:: Data extracted from a collection ::
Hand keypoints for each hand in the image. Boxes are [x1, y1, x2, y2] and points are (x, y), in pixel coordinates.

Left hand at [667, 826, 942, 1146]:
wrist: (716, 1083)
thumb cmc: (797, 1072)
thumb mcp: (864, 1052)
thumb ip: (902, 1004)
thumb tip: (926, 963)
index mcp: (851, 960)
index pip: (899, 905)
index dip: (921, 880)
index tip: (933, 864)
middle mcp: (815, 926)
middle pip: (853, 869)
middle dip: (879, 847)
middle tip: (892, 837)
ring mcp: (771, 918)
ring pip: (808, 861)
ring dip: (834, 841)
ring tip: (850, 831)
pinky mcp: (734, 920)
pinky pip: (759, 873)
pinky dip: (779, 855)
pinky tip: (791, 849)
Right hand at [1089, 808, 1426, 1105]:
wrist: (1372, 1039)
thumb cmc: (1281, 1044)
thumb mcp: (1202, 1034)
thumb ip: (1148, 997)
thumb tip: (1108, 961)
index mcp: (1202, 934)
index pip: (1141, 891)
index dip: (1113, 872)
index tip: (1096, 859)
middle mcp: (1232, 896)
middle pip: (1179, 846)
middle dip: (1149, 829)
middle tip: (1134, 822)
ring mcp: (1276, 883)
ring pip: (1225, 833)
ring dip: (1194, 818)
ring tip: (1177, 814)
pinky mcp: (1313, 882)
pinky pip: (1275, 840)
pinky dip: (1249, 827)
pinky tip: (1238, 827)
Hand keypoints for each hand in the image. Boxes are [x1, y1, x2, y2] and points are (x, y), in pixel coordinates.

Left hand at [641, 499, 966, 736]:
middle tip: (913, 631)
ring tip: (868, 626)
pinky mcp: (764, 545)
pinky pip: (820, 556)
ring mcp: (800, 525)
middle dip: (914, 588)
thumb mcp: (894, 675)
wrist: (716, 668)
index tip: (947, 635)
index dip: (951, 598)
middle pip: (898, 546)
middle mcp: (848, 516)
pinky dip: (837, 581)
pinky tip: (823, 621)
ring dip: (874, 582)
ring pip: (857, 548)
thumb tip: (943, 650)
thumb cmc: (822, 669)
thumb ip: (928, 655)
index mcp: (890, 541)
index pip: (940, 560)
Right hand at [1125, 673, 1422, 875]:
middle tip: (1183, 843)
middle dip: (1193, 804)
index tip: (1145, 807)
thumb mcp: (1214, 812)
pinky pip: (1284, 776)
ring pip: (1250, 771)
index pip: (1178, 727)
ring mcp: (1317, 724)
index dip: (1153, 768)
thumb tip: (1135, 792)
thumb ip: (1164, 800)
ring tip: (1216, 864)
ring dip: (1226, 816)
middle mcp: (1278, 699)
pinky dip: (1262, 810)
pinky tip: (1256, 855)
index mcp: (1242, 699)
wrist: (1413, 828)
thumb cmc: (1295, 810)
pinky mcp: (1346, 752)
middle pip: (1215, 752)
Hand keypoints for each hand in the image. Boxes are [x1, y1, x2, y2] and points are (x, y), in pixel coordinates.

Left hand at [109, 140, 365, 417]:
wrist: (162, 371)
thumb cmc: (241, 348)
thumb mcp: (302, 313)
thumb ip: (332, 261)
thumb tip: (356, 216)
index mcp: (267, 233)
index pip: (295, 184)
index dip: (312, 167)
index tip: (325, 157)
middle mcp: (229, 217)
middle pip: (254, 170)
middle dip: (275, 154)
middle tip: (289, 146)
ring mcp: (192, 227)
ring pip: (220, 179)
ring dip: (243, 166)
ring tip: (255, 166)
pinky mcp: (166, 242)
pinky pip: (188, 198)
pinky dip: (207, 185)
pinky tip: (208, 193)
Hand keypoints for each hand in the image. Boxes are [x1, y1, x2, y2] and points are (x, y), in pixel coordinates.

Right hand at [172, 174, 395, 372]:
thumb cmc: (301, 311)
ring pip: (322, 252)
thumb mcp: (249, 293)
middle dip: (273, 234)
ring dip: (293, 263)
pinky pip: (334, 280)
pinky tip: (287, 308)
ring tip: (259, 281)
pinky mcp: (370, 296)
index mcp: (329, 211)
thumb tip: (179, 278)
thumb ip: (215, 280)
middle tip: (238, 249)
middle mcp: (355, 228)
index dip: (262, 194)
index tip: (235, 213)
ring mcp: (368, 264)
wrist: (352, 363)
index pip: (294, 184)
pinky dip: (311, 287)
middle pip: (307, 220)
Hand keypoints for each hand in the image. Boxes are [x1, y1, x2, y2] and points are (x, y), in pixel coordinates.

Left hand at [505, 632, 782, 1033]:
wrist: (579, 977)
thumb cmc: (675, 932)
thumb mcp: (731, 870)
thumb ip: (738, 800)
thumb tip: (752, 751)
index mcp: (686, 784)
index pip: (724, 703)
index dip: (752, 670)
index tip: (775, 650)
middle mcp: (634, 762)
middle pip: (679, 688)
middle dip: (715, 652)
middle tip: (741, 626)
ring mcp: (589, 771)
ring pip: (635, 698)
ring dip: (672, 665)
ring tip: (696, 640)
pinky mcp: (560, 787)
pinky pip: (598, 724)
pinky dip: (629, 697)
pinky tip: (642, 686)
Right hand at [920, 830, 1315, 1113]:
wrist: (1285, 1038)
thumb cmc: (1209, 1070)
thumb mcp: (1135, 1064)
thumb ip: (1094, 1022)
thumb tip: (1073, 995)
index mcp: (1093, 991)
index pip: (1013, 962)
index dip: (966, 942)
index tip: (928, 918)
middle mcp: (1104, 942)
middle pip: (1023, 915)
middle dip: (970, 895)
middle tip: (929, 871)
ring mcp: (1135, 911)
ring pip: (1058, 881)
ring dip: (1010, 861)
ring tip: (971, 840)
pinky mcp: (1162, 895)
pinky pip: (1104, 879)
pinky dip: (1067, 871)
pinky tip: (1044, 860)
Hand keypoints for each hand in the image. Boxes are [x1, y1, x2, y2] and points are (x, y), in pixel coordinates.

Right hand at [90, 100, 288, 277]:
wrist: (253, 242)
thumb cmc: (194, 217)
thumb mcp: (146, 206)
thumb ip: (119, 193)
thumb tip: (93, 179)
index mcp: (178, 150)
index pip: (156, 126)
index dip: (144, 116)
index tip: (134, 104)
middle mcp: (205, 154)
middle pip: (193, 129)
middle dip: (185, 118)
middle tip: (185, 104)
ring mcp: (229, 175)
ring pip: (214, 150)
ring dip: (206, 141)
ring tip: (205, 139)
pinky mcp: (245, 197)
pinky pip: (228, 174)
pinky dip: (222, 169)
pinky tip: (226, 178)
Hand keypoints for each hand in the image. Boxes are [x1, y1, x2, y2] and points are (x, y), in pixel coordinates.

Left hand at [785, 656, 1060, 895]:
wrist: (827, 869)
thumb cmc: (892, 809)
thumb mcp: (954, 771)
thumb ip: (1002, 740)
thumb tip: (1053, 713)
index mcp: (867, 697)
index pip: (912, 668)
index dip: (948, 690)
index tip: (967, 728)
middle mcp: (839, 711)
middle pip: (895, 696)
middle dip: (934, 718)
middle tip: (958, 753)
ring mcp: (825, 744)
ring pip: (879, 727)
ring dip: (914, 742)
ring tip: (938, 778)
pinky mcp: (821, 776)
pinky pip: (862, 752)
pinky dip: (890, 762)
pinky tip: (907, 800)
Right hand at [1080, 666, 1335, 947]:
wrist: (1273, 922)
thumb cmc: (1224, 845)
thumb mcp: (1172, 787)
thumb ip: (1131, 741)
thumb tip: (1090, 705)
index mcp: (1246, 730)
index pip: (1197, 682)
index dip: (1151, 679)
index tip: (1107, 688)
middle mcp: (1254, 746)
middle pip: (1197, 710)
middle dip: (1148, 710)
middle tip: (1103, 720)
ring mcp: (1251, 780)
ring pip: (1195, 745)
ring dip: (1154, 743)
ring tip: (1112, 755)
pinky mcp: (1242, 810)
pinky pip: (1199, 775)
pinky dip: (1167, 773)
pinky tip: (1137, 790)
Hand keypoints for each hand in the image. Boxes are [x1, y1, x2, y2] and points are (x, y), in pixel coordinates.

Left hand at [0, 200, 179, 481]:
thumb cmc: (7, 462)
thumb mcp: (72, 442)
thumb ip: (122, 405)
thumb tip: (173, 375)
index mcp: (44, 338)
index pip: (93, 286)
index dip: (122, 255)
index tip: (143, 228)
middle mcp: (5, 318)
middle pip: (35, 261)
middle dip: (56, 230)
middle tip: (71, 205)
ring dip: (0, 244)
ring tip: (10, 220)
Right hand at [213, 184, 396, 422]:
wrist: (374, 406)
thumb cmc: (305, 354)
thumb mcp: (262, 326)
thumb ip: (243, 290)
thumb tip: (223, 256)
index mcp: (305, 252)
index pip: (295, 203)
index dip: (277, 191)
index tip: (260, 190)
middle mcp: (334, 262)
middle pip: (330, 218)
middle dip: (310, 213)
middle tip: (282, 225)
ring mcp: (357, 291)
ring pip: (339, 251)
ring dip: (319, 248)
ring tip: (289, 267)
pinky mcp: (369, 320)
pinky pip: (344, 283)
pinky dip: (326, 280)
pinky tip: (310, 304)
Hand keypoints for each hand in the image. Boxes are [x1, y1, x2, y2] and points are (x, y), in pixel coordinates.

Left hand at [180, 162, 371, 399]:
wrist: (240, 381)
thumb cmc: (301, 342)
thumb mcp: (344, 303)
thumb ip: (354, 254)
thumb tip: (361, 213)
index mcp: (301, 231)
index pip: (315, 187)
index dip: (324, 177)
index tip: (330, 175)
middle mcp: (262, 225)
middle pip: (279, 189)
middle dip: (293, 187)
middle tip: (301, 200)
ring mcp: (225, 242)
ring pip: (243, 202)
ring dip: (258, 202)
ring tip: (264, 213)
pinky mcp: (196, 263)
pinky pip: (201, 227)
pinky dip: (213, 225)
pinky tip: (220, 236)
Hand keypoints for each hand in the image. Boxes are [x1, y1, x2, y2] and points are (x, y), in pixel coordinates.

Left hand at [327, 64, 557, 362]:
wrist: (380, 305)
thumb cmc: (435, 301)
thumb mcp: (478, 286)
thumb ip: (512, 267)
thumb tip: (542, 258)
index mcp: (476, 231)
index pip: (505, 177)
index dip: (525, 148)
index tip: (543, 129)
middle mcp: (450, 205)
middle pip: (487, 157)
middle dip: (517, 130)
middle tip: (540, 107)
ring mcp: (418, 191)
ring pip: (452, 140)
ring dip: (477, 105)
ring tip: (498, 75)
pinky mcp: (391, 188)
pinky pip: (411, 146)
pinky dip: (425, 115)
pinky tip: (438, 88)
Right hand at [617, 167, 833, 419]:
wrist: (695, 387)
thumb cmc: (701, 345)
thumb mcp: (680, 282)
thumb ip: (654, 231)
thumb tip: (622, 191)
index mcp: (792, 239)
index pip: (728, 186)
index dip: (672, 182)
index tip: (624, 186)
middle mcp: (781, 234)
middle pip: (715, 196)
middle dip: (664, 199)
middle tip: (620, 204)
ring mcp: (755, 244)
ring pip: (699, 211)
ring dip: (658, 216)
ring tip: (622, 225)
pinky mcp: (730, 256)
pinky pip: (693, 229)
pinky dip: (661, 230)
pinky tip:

:: ASSIGNMENT ::
Print the first line of the records above and each line after it, exactly, through the line with "middle tip: (1183, 843)".

:: EXERCISE SOLUTION ::
Hand keypoints for each hand in the image. Boxes are [x1, y1, x2, y2] and points are (x, y), in pixel coordinates.

Left hand at [667, 826, 942, 1146]:
wrist: (716, 1083)
thumb cmc: (797, 1072)
thumb mcp: (864, 1052)
thumb ip: (902, 1004)
thumb tip: (926, 963)
index mcp: (851, 960)
index pip: (899, 905)
index dip: (921, 880)
index tip: (933, 864)
middle mcp: (815, 926)
middle pip: (853, 869)
middle dip: (879, 847)
middle tip: (892, 837)
ring mcp: (771, 918)
ring pip: (808, 861)
ring dip: (834, 841)
ring tip: (850, 831)
pinky mcp: (734, 920)
pinky pip: (759, 873)
pinky dip: (779, 855)
pinky tip: (791, 849)
Right hand at [1089, 808, 1426, 1105]:
wrist: (1372, 1039)
thumb cmc: (1281, 1044)
thumb mcp: (1202, 1034)
thumb ip: (1148, 997)
thumb tip: (1108, 961)
index mcp: (1202, 934)
index pip: (1141, 891)
index dip: (1113, 872)
index tip: (1096, 859)
middle mcp: (1232, 896)
middle pip: (1179, 846)
middle dip: (1149, 829)
middle tip: (1134, 822)
ring mcp: (1276, 883)
ring pip: (1225, 833)
ring dip: (1194, 818)
ring tip: (1177, 814)
pinky mcp: (1313, 882)
pinky pip: (1275, 840)
pinky dip: (1249, 827)
pinky tip: (1238, 827)
Hand keypoints for each hand in the image. Boxes are [x1, y1, x2, y2] and points are (x, y), in pixel coordinates.

Left hand at [641, 499, 966, 736]:
middle tip: (913, 631)
ring tip: (868, 626)
pinky mcp: (764, 545)
pinky pip: (820, 556)
ring mcp: (800, 525)
middle dip: (914, 588)
thumb mcp: (894, 675)
wrist: (716, 668)
index tip: (947, 635)
index dip: (951, 598)
middle pip: (898, 546)
middle mcp: (848, 516)
pinky dip: (837, 581)
pinky tip: (823, 621)
ring dip: (874, 582)
ring pip: (857, 548)
thumb tip: (943, 650)
thumb cmc: (822, 669)
thumb ip: (928, 655)
index mcp: (890, 541)
index pip: (940, 560)
Right hand at [1125, 673, 1422, 875]:
middle tip: (1183, 843)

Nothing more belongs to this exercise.